ASSIGNED TASK:
Each entry is to be given again word for word; images are dropped.

________________

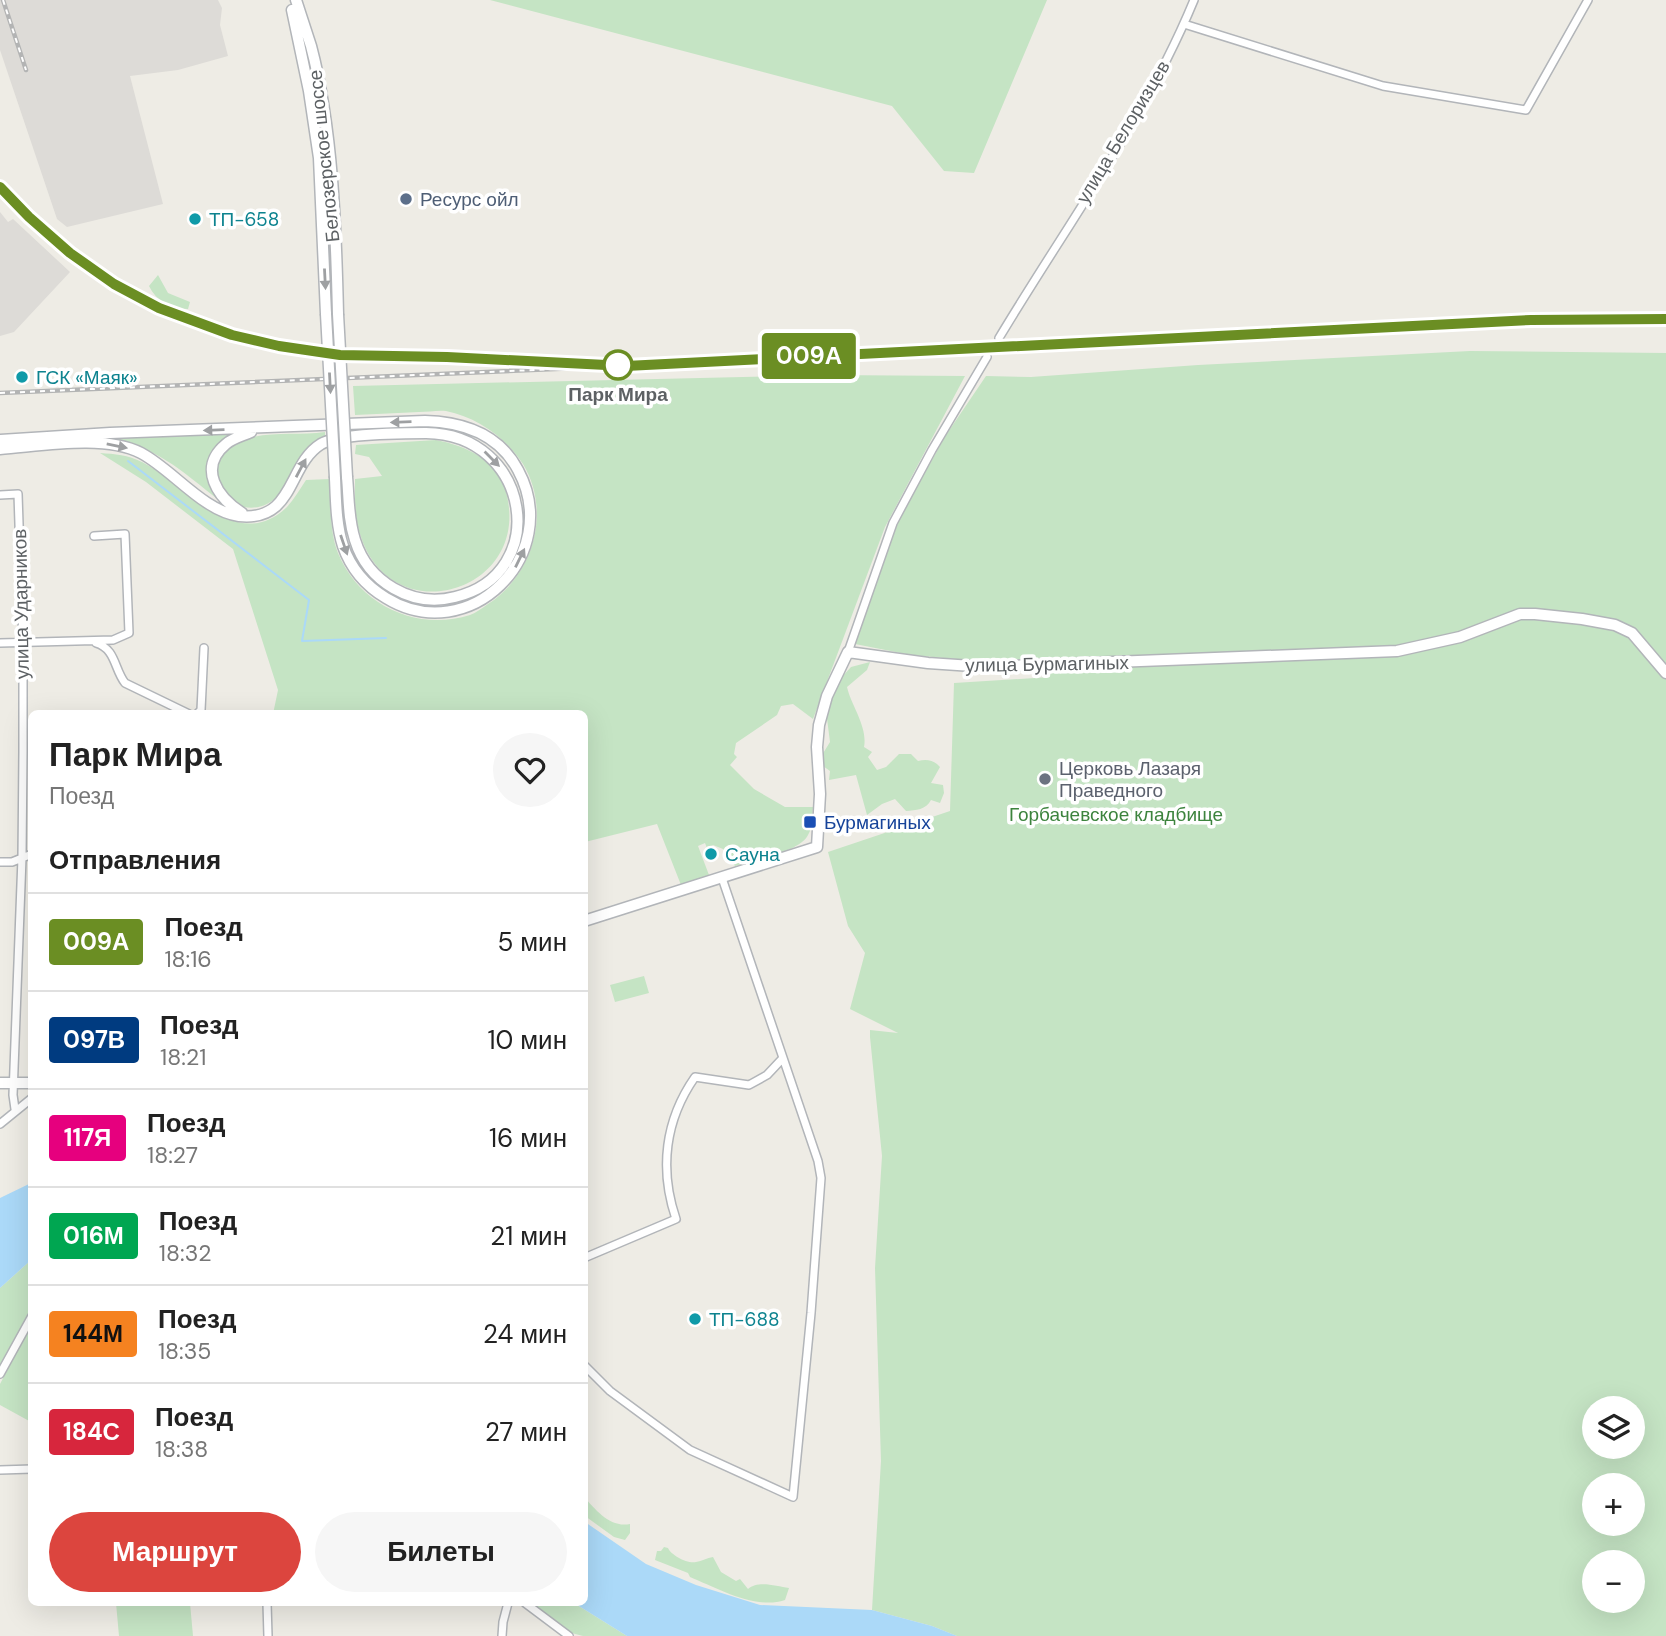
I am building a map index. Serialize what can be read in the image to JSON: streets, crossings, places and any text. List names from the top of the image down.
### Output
{
  "streets": {
    "main road": ["Белозерское шоссе", "улица Бурмагиных"],
    "street": ["улица Белоризцев", "улица Ударников"]
  },
  "parks": ["Горбачевское кладбище"],
  "places": {
    "other": [
      "Ресурс ойл",
      "ТП-658",
      "Парк Мира",
      "ГСК «Маяк»",
      "Церковь Лазаря Праведного",
      "Сауна",
      "ТП-688"
    ],
    "transit": ["Бурмагиных"]
  },
  "page": {
    "on_map": "009А",
    "heading": [
      ["Парк Мира", "Поезд"],
      "Отправления"
    ],
    "list": [
      {
        "mark": "009А",
        "name": "Поезд",
        "note": "18:16",
        "value": "5 мин"
      },
      {
        "mark": "097В",
        "name": "Поезд",
        "note": "18:21",
        "value": "10 мин"
      },
      {
        "mark": "117Я",
        "name": "Поезд",
        "note": "18:27",
        "value": "16 мин"
      },
      {
        "mark": "016М",
        "name": "Поезд",
        "note": "18:32",
        "value": "21 мин"
      },
      {
        "mark": "144М",
        "name": "Поезд",
        "note": "18:35",
        "value": "24 мин"
      },
      {
        "mark": "184С",
        "name": "Поезд",
        "note": "18:38",
        "value": "27 мин"
      }
    ],
    "map_buttons": ["+", "−"],
    "buttons": ["Маршрут", "Билеты"]
  }
}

________________

ANSWER BOX:
I am building a map index. Serialize what can be read in the image to JSON: streets, crossings, places and any text. List names from the top of the image down.
### Output
{
  "streets": {
    "main road": ["Белозерское шоссе", "улица Бурмагиных"],
    "street": ["улица Белоризцев", "улица Ударников"]
  },
  "parks": ["Горбачевское кладбище"],
  "places": {
    "other": [
      "Ресурс ойл",
      "ТП-658",
      "Парк Мира",
      "ГСК «Маяк»",
      "Церковь Лазаря Праведного",
      "Сауна",
      "ТП-688"
    ],
    "transit": ["Бурмагиных"]
  },
  "page": {
    "on_map": "009А",
    "heading": [
      ["Парк Мира", "Поезд"],
      "Отправления"
    ],
    "list": [
      {
        "mark": "009А",
        "name": "Поезд",
        "note": "18:16",
        "value": "5 мин"
      },
      {
        "mark": "097В",
        "name": "Поезд",
        "note": "18:21",
        "value": "10 мин"
      },
      {
        "mark": "117Я",
        "name": "Поезд",
        "note": "18:27",
        "value": "16 мин"
      },
      {
        "mark": "016М",
        "name": "Поезд",
        "note": "18:32",
        "value": "21 мин"
      },
      {
        "mark": "144М",
        "name": "Поезд",
        "note": "18:35",
        "value": "24 мин"
      },
      {
        "mark": "184С",
        "name": "Поезд",
        "note": "18:38",
        "value": "27 мин"
      }
    ],
    "map_buttons": ["+", "−"],
    "buttons": ["Маршрут", "Билеты"]
  }
}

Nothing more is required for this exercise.